Following up on my examination of the relationships between size and age and playoff success, I thought it would be a fun, interesting exercise to try a variety of predictive models based solely on the size and ages of the teams matching up. This is essentially the same idea as the models I tested at the end of my look at the regular season. I try to model which team wins a game based solely on the difference in age and size between the teams. To make things easier, I focus on all situations instead of breaking things down by strength state and look at each game from the home team’s perspective. I use the same positional differences that I used for Part 4, that is Age, Height, Weight, and BMI for Forwards, Defense, and Both, resulting in up to 36 predictors.
In contrast to my analysis of regular season point totals, where I used the entire dataset to train and evaluate my models, this time I partitioned my data into an 80/20 split between a training set and a test set.
Logistic Regressions
The first model I tried was just throwing all the predictors together in to see what came out. Somewhat unexpectedly, this resulted in sixteen variables being removed from the regression due to singularities: all the the defense-to-defense, defense-to-both, both-to-defense, and both-to-both differentials. This was confusing. I knew from doing my correlation analysis that none of the predictors were perfectly correlated with each other.

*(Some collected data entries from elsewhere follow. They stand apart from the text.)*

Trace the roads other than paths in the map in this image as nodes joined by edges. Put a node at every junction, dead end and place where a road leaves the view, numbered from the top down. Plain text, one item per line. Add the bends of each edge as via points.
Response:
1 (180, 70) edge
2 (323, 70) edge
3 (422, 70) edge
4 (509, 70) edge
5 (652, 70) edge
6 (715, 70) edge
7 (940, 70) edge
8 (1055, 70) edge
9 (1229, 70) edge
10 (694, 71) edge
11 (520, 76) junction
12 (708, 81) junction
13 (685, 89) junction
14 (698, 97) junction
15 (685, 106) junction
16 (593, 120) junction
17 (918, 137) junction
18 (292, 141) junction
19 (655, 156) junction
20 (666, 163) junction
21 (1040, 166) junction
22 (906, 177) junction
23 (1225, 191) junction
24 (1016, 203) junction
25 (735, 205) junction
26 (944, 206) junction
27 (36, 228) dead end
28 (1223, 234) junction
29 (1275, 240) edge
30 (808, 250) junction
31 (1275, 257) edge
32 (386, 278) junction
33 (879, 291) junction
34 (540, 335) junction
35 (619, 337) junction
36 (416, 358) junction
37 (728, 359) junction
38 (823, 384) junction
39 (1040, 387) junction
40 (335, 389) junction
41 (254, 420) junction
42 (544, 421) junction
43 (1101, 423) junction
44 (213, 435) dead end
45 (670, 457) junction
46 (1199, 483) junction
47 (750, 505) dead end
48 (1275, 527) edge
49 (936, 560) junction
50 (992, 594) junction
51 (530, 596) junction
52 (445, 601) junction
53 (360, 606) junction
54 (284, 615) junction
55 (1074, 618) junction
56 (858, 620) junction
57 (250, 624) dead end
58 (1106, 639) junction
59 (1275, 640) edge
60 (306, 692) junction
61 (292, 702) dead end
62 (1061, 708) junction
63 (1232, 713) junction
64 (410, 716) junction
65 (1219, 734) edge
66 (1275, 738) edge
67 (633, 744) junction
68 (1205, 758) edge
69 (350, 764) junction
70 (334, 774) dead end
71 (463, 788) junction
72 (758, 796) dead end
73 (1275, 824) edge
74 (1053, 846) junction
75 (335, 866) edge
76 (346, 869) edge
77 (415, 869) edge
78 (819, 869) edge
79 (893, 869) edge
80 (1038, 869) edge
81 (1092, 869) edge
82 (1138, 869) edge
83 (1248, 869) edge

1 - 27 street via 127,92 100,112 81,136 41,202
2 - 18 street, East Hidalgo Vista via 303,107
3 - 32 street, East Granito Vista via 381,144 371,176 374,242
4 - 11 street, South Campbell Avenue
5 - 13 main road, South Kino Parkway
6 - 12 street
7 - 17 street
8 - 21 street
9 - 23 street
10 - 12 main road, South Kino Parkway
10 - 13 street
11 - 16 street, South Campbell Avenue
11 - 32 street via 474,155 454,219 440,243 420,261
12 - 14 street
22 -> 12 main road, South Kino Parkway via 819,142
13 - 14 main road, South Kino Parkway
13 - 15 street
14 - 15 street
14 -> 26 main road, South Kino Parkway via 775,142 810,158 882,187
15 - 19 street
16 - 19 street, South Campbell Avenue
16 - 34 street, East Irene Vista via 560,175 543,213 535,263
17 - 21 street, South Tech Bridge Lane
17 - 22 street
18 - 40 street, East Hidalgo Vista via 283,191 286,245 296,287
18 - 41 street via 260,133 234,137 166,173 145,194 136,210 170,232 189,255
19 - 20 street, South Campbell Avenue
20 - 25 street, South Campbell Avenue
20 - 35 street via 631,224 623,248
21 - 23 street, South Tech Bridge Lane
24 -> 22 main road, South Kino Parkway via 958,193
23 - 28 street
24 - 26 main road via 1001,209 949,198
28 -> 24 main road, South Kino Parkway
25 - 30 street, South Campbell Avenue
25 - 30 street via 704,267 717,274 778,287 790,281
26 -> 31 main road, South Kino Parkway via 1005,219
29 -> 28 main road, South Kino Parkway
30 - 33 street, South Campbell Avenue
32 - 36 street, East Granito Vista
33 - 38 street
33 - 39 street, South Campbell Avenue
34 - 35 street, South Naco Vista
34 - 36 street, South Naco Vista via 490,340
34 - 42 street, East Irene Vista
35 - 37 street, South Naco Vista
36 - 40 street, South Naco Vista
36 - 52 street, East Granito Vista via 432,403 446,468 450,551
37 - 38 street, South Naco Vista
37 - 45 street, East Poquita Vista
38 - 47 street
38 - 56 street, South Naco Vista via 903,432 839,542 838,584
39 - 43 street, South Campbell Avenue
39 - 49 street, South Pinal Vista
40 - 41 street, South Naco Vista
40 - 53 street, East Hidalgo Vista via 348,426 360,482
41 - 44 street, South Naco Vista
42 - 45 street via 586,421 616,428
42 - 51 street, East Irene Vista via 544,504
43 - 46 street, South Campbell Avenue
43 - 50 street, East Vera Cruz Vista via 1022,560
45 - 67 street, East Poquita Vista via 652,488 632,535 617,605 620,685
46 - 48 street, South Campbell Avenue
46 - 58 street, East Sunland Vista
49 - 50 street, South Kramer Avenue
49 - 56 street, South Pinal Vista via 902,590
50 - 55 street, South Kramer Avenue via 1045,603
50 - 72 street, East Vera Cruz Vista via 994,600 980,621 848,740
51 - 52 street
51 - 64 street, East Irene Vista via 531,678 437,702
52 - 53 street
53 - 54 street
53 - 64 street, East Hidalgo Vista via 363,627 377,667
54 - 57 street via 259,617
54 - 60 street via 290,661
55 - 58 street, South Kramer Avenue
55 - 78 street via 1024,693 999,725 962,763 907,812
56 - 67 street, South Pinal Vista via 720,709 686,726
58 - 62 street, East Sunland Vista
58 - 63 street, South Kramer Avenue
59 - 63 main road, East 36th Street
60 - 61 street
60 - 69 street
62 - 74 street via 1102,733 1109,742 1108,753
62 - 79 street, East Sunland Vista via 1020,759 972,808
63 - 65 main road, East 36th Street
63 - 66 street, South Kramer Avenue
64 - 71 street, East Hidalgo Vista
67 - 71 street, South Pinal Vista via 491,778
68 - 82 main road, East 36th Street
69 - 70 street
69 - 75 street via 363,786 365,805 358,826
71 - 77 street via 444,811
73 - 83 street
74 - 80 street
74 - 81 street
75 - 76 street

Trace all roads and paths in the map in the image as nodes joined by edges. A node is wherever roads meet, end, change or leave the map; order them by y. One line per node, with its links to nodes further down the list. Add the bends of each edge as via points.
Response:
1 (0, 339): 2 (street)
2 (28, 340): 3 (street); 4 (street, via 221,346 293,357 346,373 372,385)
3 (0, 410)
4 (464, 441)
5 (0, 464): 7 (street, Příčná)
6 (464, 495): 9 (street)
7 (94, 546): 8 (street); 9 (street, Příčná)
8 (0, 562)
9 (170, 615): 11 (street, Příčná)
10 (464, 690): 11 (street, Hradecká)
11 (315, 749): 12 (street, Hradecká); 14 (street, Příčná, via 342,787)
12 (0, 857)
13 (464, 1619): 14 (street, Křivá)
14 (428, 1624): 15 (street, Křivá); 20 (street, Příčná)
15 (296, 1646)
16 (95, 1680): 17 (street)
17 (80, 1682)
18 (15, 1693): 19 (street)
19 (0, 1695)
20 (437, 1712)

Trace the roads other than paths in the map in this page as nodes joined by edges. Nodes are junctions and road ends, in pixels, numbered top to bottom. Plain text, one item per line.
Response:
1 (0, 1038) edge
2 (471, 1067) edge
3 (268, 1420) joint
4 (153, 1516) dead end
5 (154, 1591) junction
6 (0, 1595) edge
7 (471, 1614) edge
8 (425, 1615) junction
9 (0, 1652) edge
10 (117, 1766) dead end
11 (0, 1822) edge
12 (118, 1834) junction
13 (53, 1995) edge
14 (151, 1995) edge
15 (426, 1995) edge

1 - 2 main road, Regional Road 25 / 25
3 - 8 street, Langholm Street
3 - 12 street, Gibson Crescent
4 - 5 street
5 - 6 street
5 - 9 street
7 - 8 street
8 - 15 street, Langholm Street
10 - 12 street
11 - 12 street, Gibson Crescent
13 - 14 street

After some Googling, though I realized that predictors that can be inferred from some combination of other predictors would be removed, which was what was happening here.1 This makes sense in retrospect, but it had not crossed my mind when I was putting the model together. A bit of messy start, but nevertheless, I forged on.
Of the indicators that remain, an interesting pattern emerged; the coefficients seems to balance each other out. In this case, the F-F and D-F differences group on one side of zero with the F-Both difference, while the F-D and Both-F differences are on the other side and Both-F is quite far in the other direction. I actually ran all the code for this post twice with different train/test sets by accident because my workspace crashed and I didn’t initially make sure that my train/test partition would be repeatable and the same pattern occurred then too. Well, I thought, perhaps this is an effect of throwing everything into the model at once. Perhaps when I try to isolate differences by limiting which home team position the opposing team is compared I’ll find a meaningful pattern.
However, breaking the models down by position of the home team does not reveal much of a difference from throwing everything in at once.
Roughly the same pattern occurs as the previous model: two of the home to away position comparisons for each metric are on one side of zero and the third is on the other side of zero and roughly equal to the sum of the first two. Even more curious, for almost every biographical metric, the same positional comparisons group on the same side of zero, with the exception of weight and the home defense model.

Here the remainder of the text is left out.